Exercise prompt -
Restate the full listing word for word; images stay out of it.

Data -
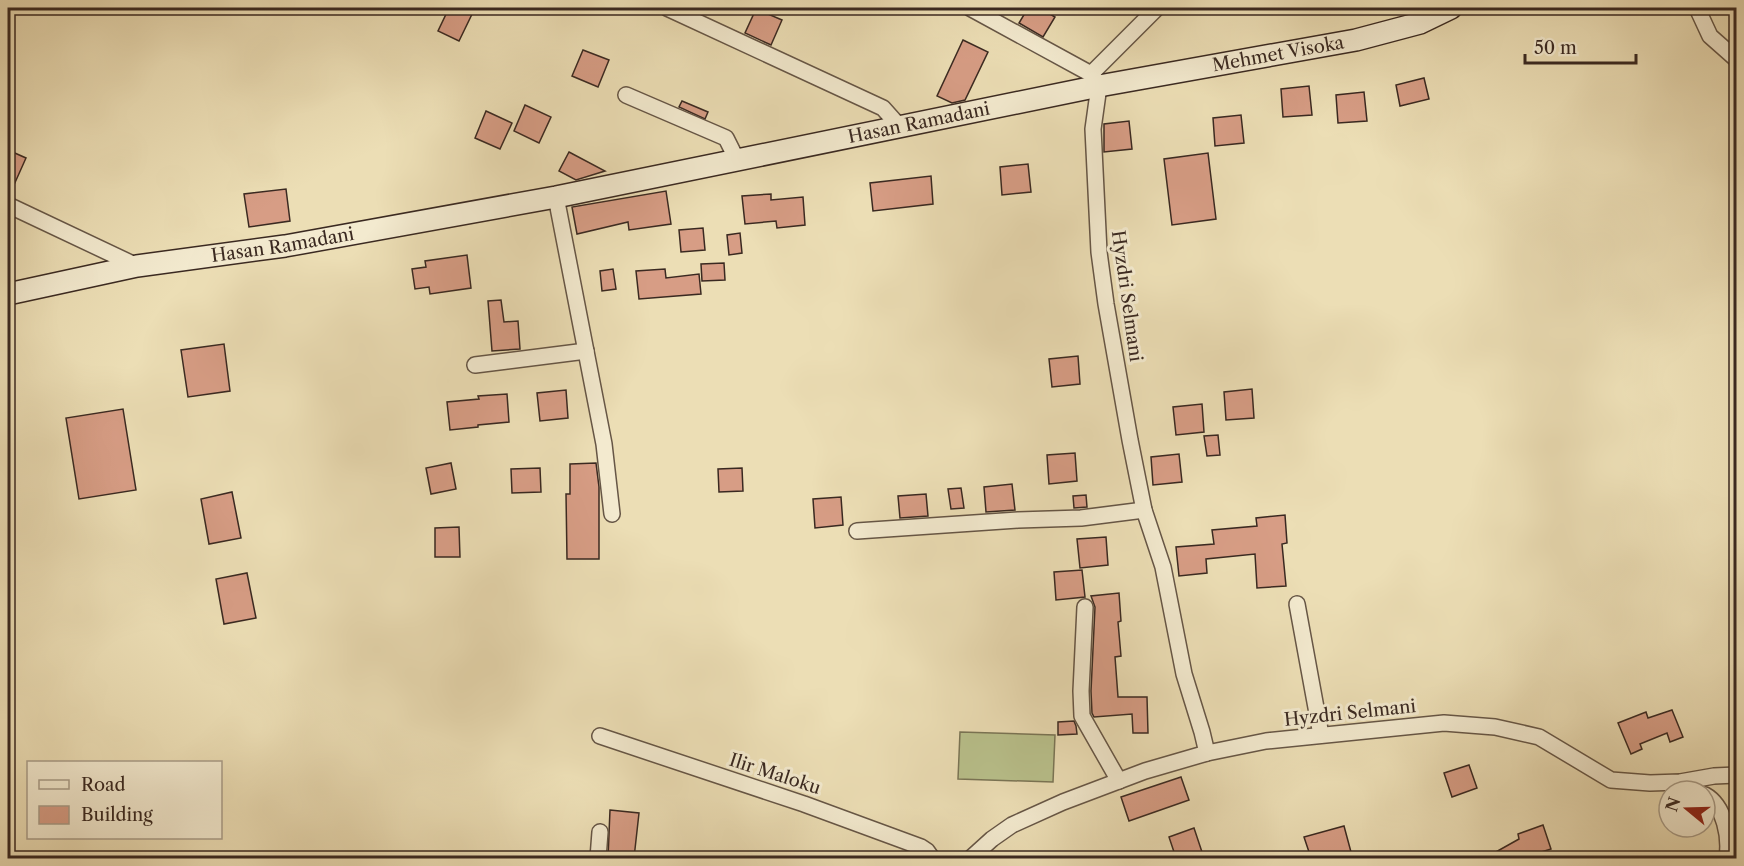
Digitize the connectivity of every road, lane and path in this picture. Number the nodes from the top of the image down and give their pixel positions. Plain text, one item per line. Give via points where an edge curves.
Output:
1 (667, 8) edge
2 (970, 8) edge
3 (1157, 8) edge
4 (1452, 8) edge
5 (1697, 8) edge
6 (1737, 59) edge
7 (1095, 80) junction
8 (626, 95) dead end
9 (900, 127) junction
10 (737, 160) junction
11 (556, 197) junction
12 (8, 205) edge
13 (137, 266) junction
14 (8, 294) edge
15 (586, 351) junction
16 (475, 365) dead end
17 (1144, 510) junction
18 (612, 514) dead end
19 (857, 531) dead end
20 (1297, 604) dead end
21 (1084, 607) dead end
22 (1321, 735) junction
23 (600, 736) dead end
24 (1207, 753) junction
25 (1737, 775) edge
26 (1697, 779) edge
27 (1119, 781) junction
28 (1657, 783) edge
29 (1717, 807) edge
30 (600, 832) dead end
31 (598, 858) edge
32 (932, 858) edge
33 (971, 858) edge
34 (1727, 858) edge

1 - 9 street via 883,108
2 - 7 street
3 - 7 street
4 - 7 main road, Mehmet Visoka via 1378,36 1176,74
5 - 6 street via 1710,36
7 - 9 main road, Hasan Ramadani
7 - 17 street, Hyzdri Selmani via 1093,129 1099,252
8 - 10 street via 726,138
9 - 10 main road, Hasan Ramadani
10 - 11 main road, Hasan Ramadani
11 - 13 main road, Hasan Ramadani via 285,246
11 - 15 street
12 - 13 street
13 - 14 main road, Hasan Ramadani
15 - 16 street
15 - 18 street via 604,444
17 - 19 street via 1081,518
17 - 24 street, Hyzdri Selmani via 1163,567 1184,674
20 - 22 street
21 - 27 street via 1082,716
22 - 24 street, Hyzdri Selmani
22 - 28 street, Hyzdri Selmani via 1444,723 1495,727 1539,737 1611,780
23 - 32 street, Ilir Maloku via 815,808 921,847
24 - 27 street
25 - 26 street, Hyzdri Selmani
27 - 33 street via 1012,825
29 - 34 street via 1726,828
30 - 31 street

Solution for this exercise -
Digitize the connectivity of every road, lane and path in this picture. Number the nodes from the top of the image down and give their pixel positions. Plain text, one item per line. Give via points where an edge curves.
Output:
1 (667, 8) edge
2 (970, 8) edge
3 (1157, 8) edge
4 (1452, 8) edge
5 (1697, 8) edge
6 (1737, 59) edge
7 (1095, 80) junction
8 (626, 95) dead end
9 (900, 127) junction
10 (737, 160) junction
11 (556, 197) junction
12 (8, 205) edge
13 (137, 266) junction
14 (8, 294) edge
15 (586, 351) junction
16 (475, 365) dead end
17 (1144, 510) junction
18 (612, 514) dead end
19 (857, 531) dead end
20 (1297, 604) dead end
21 (1084, 607) dead end
22 (1321, 735) junction
23 (600, 736) dead end
24 (1207, 753) junction
25 (1737, 775) edge
26 (1697, 779) edge
27 (1119, 781) junction
28 (1657, 783) edge
29 (1717, 807) edge
30 (600, 832) dead end
31 (598, 858) edge
32 (932, 858) edge
33 (971, 858) edge
34 (1727, 858) edge

1 - 9 street via 883,108
2 - 7 street
3 - 7 street
4 - 7 main road, Mehmet Visoka via 1378,36 1176,74
5 - 6 street via 1710,36
7 - 9 main road, Hasan Ramadani
7 - 17 street, Hyzdri Selmani via 1093,129 1099,252
8 - 10 street via 726,138
9 - 10 main road, Hasan Ramadani
10 - 11 main road, Hasan Ramadani
11 - 13 main road, Hasan Ramadani via 285,246
11 - 15 street
12 - 13 street
13 - 14 main road, Hasan Ramadani
15 - 16 street
15 - 18 street via 604,444
17 - 19 street via 1081,518
17 - 24 street, Hyzdri Selmani via 1163,567 1184,674
20 - 22 street
21 - 27 street via 1082,716
22 - 24 street, Hyzdri Selmani
22 - 28 street, Hyzdri Selmani via 1444,723 1495,727 1539,737 1611,780
23 - 32 street, Ilir Maloku via 815,808 921,847
24 - 27 street
25 - 26 street, Hyzdri Selmani
27 - 33 street via 1012,825
29 - 34 street via 1726,828
30 - 31 street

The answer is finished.